-------- RECORD SET
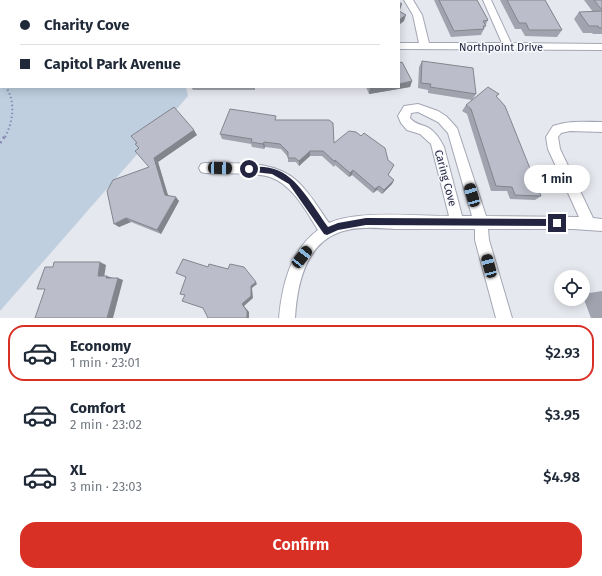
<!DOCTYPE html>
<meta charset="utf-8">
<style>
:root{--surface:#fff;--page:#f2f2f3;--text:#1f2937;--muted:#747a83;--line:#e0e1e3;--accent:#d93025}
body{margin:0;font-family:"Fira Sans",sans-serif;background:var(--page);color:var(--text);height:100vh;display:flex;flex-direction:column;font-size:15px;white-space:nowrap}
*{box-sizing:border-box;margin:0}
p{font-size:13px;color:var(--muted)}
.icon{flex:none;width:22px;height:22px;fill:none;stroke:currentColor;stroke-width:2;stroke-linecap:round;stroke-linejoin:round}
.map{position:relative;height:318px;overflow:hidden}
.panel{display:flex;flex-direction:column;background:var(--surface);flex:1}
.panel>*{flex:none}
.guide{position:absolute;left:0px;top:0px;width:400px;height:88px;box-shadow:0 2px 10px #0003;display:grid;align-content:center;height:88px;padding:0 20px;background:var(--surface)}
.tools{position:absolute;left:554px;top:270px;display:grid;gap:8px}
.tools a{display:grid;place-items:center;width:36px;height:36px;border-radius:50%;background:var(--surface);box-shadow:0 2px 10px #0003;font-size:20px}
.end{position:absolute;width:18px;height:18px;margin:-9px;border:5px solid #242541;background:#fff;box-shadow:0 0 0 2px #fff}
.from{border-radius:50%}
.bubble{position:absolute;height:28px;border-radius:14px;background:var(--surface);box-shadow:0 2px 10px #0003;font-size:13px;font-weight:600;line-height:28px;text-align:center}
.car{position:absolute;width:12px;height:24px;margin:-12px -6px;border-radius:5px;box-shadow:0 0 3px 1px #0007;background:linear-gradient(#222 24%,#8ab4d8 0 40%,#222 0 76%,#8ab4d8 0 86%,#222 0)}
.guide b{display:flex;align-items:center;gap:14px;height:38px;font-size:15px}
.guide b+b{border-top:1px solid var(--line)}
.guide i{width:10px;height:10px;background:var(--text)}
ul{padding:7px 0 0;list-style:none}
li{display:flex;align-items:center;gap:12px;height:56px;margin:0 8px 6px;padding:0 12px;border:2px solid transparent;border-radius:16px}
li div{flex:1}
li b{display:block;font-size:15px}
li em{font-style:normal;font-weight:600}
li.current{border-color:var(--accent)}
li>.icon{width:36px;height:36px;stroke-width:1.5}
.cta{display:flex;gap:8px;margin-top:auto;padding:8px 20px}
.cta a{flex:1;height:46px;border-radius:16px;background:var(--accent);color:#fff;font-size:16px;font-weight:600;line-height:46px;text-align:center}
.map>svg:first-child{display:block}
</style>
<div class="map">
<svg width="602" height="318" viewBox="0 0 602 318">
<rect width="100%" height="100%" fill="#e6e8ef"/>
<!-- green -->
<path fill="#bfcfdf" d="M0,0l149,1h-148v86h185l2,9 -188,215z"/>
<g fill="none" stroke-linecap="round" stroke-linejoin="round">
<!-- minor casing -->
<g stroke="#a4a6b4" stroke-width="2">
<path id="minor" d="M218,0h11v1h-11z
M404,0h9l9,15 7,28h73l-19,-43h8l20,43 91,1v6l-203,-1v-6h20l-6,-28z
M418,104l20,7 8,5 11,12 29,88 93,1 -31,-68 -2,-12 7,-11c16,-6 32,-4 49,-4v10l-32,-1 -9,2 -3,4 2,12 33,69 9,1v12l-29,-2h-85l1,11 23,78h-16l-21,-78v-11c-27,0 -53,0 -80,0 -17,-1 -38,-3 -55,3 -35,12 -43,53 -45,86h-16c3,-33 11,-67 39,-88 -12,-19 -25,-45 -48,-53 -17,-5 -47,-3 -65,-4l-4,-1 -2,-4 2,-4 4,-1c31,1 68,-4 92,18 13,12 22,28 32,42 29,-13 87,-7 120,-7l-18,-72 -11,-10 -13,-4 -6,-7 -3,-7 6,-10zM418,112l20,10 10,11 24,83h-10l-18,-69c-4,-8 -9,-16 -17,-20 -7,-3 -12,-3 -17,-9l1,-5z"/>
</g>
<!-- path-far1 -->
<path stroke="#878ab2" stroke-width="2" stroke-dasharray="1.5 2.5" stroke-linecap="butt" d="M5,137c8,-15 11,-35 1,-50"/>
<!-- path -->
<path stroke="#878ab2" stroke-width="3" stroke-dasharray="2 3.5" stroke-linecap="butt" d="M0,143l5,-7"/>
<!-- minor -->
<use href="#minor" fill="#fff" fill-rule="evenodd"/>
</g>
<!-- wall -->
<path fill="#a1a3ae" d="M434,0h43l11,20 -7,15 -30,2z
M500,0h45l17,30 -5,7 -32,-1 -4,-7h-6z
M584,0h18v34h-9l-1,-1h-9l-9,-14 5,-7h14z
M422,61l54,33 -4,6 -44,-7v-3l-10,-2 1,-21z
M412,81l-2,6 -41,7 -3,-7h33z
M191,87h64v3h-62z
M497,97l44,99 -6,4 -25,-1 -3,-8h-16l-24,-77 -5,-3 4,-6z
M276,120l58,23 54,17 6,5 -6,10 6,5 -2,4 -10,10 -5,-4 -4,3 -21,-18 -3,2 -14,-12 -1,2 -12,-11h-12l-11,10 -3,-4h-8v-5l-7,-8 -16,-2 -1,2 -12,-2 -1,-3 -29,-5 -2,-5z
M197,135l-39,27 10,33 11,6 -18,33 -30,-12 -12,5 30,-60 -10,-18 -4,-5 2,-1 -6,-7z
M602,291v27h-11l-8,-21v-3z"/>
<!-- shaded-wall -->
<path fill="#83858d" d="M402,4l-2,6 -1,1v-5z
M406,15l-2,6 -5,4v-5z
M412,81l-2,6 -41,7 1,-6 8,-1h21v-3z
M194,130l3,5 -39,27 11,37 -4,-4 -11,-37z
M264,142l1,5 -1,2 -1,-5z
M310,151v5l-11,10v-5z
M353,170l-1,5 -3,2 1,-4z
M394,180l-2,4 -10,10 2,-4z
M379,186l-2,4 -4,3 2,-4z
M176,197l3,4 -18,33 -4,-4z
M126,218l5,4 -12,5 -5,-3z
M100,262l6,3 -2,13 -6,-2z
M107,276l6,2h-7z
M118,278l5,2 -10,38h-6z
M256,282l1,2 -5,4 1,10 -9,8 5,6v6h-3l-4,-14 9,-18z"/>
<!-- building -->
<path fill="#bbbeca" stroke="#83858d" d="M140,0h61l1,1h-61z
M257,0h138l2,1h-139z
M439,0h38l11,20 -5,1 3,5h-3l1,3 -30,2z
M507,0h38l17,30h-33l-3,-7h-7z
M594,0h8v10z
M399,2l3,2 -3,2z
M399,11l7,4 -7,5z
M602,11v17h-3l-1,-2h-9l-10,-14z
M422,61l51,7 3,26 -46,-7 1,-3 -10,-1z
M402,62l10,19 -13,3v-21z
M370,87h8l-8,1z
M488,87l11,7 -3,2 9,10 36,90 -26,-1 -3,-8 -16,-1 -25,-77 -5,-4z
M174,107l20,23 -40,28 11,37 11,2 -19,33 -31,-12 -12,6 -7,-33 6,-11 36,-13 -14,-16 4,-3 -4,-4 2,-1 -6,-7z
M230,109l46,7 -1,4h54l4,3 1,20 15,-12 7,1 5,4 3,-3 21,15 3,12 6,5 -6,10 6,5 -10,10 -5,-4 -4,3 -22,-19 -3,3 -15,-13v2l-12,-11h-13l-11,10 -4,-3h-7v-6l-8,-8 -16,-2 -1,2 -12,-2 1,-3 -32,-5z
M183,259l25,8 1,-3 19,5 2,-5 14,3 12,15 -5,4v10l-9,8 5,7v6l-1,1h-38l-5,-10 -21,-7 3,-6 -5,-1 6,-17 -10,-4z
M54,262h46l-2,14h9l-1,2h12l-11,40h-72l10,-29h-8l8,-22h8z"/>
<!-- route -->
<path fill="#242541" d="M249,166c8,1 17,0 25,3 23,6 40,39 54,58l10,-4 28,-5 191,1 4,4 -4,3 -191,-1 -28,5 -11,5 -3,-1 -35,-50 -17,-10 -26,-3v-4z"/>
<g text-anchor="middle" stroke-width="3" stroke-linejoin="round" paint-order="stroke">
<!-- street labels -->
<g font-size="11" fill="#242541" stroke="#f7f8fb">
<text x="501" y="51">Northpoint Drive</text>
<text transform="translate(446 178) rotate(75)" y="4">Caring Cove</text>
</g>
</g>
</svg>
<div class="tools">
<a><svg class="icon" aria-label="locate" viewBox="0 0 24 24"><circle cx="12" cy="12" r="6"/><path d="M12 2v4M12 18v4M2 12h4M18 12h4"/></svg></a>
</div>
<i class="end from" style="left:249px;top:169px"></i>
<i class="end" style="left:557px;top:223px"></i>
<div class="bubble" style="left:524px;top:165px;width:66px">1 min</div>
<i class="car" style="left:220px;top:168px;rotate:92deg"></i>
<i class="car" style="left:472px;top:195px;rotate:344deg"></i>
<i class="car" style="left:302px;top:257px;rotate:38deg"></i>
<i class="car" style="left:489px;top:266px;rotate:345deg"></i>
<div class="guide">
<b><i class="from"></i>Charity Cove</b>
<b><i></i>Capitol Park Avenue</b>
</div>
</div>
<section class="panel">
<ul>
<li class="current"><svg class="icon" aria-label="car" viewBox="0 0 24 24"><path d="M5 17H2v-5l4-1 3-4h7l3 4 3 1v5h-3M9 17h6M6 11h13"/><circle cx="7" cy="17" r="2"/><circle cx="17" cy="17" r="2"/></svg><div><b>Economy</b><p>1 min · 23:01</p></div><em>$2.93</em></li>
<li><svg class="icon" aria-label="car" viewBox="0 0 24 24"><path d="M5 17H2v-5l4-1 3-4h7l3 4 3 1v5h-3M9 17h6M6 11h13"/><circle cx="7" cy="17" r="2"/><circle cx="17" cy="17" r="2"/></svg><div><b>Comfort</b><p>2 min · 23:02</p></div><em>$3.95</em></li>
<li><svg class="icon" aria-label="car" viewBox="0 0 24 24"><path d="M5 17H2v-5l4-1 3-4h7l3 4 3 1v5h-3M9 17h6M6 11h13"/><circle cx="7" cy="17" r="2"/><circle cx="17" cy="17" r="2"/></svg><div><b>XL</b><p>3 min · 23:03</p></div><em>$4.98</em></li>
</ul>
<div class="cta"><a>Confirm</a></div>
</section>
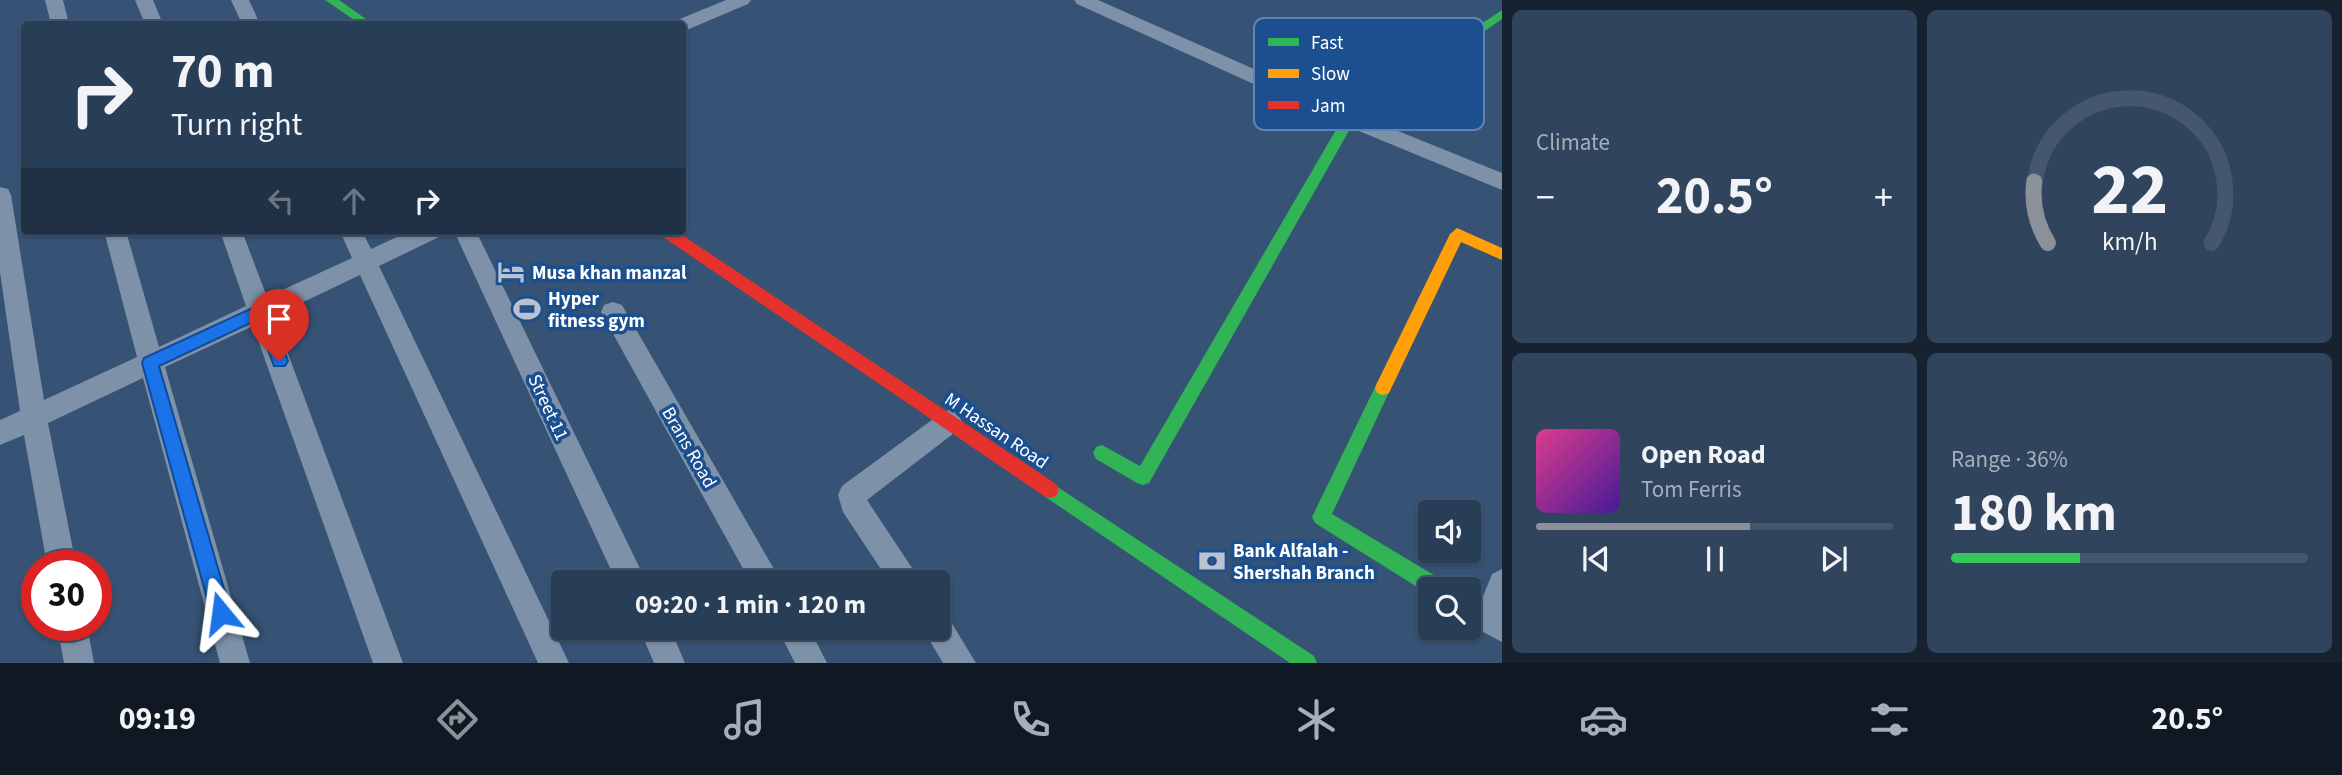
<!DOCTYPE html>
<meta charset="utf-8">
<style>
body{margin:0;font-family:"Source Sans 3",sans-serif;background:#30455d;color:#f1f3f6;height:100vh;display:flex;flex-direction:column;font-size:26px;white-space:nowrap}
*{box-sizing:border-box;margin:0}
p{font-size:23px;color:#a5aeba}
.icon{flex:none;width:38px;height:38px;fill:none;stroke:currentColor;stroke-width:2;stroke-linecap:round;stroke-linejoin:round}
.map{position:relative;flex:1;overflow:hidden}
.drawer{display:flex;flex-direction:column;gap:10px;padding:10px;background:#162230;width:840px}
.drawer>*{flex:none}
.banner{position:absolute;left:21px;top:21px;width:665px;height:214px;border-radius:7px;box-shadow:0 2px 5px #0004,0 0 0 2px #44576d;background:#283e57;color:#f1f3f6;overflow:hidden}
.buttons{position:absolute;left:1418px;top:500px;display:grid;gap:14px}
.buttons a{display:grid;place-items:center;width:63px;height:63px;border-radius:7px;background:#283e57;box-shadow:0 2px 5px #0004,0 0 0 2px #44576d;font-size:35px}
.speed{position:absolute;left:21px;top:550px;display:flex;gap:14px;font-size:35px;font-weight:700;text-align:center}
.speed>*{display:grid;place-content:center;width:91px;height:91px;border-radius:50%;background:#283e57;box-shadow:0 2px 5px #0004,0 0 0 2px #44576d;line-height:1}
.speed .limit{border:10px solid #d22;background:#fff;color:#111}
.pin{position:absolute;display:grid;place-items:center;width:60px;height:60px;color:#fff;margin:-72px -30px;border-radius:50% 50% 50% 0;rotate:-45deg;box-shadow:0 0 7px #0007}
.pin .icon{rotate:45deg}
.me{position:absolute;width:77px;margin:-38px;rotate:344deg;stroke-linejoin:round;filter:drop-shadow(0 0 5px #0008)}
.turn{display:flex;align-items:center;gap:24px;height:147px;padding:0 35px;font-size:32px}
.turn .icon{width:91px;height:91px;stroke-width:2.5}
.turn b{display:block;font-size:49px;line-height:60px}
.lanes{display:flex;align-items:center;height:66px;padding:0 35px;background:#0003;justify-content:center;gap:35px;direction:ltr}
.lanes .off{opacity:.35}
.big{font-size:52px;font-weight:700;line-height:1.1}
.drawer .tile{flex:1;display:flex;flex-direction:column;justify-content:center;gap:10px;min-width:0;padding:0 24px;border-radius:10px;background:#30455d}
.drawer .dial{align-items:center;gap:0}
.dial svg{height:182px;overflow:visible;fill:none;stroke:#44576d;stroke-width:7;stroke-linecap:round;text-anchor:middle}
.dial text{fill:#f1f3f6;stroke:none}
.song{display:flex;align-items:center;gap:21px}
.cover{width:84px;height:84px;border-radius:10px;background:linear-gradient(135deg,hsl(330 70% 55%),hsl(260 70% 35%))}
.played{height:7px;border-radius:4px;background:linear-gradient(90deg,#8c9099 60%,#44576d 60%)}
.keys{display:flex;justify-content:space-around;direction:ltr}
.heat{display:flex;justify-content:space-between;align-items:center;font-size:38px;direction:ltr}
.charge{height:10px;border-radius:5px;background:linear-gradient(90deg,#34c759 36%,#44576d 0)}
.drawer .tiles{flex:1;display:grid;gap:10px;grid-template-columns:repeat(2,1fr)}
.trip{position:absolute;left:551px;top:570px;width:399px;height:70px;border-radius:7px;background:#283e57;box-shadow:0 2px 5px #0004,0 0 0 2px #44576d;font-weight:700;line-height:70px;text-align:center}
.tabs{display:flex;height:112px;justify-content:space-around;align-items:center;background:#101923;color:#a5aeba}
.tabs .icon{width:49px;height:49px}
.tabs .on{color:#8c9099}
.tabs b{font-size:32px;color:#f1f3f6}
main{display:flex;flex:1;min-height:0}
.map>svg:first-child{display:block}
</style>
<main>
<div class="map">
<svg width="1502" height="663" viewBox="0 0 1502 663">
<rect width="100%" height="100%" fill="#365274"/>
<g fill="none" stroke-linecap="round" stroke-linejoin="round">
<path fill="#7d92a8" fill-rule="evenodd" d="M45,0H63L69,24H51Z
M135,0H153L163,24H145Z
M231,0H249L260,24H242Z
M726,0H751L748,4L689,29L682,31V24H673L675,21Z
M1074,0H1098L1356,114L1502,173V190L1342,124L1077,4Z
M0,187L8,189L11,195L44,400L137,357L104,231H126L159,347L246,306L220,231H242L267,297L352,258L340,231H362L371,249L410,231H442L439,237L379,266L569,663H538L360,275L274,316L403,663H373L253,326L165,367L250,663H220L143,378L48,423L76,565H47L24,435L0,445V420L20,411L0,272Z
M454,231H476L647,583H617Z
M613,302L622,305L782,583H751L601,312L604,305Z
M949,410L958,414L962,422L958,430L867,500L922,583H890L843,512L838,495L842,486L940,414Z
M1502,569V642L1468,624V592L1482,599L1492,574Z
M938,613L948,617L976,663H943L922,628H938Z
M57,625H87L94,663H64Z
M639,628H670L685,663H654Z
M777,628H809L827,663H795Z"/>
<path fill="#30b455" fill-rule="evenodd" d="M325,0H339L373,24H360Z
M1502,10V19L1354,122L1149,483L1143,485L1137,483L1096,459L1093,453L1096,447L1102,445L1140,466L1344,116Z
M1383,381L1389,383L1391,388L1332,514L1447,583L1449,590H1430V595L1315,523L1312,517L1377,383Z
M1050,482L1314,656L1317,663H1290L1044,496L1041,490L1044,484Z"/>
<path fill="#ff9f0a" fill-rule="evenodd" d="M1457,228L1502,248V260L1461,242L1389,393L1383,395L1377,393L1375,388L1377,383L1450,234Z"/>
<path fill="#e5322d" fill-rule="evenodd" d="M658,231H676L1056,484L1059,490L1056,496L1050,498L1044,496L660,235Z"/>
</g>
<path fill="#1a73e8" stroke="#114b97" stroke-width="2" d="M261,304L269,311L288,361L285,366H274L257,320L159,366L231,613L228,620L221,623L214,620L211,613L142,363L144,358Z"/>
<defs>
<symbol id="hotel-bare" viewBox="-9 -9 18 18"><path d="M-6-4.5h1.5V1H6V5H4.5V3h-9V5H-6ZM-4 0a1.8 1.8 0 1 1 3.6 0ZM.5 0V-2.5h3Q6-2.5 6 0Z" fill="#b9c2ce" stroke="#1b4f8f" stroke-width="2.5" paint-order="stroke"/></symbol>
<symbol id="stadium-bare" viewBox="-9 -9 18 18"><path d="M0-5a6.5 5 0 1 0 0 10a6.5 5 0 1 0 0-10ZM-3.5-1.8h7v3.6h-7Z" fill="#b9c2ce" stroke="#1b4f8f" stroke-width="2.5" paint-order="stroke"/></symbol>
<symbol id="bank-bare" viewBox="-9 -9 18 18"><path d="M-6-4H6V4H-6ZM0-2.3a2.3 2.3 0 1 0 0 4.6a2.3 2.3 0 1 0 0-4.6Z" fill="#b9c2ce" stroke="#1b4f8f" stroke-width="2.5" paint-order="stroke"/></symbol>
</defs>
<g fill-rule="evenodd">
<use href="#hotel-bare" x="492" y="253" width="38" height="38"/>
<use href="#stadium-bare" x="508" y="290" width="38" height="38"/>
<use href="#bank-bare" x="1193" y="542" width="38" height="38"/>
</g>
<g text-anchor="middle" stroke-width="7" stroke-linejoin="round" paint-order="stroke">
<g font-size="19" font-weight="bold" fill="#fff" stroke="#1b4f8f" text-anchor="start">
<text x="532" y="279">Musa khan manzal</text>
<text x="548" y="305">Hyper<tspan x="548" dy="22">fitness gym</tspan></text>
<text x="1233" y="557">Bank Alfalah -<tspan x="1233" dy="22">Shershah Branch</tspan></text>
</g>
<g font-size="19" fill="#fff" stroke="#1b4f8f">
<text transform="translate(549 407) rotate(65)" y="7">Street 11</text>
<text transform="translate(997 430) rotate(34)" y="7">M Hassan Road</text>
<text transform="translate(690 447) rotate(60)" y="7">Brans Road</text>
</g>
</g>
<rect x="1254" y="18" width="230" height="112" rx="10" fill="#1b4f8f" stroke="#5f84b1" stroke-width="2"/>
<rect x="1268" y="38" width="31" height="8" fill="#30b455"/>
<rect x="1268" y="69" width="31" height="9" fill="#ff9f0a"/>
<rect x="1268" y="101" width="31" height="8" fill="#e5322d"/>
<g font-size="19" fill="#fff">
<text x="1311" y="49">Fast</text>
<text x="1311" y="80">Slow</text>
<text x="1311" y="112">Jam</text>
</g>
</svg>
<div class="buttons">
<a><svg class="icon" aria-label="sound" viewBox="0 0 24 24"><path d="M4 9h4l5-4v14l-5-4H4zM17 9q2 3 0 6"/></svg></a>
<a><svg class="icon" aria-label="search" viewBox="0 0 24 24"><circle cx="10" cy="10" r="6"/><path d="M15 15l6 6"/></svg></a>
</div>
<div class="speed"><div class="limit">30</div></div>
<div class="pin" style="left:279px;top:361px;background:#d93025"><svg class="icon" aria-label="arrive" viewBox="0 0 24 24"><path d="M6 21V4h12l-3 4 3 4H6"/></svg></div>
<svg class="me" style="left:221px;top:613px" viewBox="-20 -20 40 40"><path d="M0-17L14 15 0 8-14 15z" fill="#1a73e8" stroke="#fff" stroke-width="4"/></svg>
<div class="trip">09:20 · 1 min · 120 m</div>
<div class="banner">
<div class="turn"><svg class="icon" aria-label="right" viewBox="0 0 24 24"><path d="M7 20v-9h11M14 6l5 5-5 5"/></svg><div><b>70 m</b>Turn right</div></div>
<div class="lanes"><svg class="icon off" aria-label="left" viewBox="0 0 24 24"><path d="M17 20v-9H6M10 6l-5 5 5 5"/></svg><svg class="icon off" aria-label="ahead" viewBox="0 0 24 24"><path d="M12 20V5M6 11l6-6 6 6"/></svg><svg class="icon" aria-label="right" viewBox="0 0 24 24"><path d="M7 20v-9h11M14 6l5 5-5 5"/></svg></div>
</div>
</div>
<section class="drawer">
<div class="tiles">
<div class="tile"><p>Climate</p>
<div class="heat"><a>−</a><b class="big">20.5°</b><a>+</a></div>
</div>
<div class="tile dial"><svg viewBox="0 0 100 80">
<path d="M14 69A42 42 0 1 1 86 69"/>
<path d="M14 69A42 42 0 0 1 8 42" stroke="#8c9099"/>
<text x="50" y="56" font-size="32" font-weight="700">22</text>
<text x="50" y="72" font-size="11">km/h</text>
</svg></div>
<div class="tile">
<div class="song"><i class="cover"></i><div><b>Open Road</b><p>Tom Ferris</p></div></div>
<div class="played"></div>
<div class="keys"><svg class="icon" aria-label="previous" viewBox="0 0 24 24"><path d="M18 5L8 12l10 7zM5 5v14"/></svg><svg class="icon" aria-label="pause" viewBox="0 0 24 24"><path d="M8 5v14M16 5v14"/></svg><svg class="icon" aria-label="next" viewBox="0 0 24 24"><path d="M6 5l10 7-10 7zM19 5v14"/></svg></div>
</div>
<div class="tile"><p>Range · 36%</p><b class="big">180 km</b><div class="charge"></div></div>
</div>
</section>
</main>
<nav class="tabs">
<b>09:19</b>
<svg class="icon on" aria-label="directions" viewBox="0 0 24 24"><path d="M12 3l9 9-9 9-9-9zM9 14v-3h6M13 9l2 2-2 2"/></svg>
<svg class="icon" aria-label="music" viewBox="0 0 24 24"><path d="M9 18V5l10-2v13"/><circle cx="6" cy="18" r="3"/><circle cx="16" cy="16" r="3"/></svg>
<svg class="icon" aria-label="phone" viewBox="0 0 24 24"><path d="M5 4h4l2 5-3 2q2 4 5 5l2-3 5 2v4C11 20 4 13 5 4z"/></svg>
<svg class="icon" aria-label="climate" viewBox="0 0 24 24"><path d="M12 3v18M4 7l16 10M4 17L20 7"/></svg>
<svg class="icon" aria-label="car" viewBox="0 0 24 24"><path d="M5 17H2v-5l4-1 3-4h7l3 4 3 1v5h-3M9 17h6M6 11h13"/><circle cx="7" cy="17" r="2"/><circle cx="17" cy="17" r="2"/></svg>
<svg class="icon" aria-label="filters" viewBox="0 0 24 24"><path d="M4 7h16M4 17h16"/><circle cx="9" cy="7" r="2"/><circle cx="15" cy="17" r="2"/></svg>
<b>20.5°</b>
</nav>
----------------
- [ACTIVITY]:
Find the lines in the data that include "bubble", then copy each of them.

- [YOUR RESPONSE]:
.bubble{position:absolute;height:28px;border-radius:14px;background:var(--surface);box-shadow:0 2px 10px #0003;font-size:13px;font-weight:600;line-height:28px;text-align:center}
<div class="bubble" style="left:524px;top:165px;width:66px">1 min</div>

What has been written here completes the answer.